Quand il retrouvait la civilisation après ces petits périples annuels, Aata était plus en forme que jamais, et aussitôt de retour chez lui, il se remettait au travail. Mais cette année là ce ne fut pas le cas. Oh, il était débordant d’énergie, à ce niveau là, rien n’avait changé. En revanche, en arrivant à Ranunga, il ne fila pas tout droit à son herboristerie. Une autre tâche l’attendait avant cela.
Depuis presque dix mois, il avait rejoint l’équipe de bénévoles du G.A.D. C’était pour lui une nouvelle manière de rendre service aux autres.
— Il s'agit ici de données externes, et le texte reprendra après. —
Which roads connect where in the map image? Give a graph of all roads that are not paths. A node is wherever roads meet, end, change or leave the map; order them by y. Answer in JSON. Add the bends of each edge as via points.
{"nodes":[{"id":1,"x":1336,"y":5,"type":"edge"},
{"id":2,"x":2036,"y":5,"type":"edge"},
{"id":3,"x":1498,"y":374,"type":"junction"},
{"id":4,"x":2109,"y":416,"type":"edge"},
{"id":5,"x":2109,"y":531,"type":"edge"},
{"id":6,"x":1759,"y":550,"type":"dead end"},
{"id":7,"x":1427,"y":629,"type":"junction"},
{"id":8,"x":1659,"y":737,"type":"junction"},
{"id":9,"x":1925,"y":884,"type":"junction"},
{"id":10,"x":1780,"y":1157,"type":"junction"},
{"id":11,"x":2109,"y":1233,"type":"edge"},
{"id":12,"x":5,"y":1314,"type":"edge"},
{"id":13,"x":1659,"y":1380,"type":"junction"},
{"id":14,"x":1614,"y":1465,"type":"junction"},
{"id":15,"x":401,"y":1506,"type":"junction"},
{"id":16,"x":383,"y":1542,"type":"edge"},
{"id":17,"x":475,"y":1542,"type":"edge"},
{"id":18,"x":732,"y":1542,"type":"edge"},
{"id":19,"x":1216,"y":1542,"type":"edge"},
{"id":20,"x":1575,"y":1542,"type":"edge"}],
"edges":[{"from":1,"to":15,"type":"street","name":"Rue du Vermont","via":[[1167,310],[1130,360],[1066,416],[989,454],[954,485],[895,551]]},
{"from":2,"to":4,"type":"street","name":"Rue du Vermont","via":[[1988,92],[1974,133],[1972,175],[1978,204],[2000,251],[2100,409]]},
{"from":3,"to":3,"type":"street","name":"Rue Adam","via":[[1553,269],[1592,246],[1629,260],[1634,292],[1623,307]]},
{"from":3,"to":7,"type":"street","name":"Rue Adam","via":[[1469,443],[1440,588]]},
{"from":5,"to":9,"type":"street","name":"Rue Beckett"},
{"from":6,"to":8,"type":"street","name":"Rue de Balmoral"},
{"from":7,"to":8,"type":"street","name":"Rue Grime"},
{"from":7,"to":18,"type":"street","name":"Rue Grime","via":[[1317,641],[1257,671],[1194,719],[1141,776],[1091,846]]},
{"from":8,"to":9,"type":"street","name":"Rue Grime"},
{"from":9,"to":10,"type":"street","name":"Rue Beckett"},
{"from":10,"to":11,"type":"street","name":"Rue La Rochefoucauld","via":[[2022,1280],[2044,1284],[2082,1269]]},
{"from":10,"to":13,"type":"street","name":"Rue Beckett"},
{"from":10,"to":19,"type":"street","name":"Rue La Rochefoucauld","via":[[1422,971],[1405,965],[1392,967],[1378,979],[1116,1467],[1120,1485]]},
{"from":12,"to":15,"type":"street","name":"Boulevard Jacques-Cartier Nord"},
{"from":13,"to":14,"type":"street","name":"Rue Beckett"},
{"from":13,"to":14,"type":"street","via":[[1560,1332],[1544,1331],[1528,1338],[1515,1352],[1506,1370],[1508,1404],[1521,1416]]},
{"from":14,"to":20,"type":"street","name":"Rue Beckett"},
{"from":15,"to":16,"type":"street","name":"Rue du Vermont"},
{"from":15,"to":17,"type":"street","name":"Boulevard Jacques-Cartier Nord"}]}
Quand Lloyd lui avait proposé de faire partie du groupe, le vieillard n’avait pas hésité une seule seconde, et c’était avec plaisir qu’il avait perdu encore un peu de son temps libre.
Ce soir là donc, rentrant tout juste de ses deux semaines de retraite, il prit la direction de la place centrale de Ranunga pour nourrir les pauvres. Il était impatient d’y être car il aimait voir les sourires s’afficher sur les visages de ceux qu’il servait là-bas. Mais, plus que tout, il aimait parler avec eux. La chaleur de la soupe déliait les langues, et les discussions qui s’en suivaient donnait au guérisseur l’occasion de prodiguer les conseils dont il n’était jamais avare.
Il marchait d’un pas vif, pressé d’accomplir la tâche qui serait bientôt de nouveau sienne, quand une voix derrière lui l’interpella. Il s’arrêta avant de se retourner pour voir qui voulait le retarder. Reconnaissant son homologue humain, il sourit avant de répondre à son appel.
« Lloyd ! Quel plaisir de te revoir. » Et de le rejoindre pour lui donner l’accolade sans y avoir été invité.
« J’imagine que nous allons au même endroit. A moins que tu ne m’aies croisé par hasard et appelé pour t’aider à résoudre un problème dont la solution t’échappe ? Dis-moi tout, mais avant cela, racontes-moi ce qui s’est passé à Ranunga pendant mon absence ! »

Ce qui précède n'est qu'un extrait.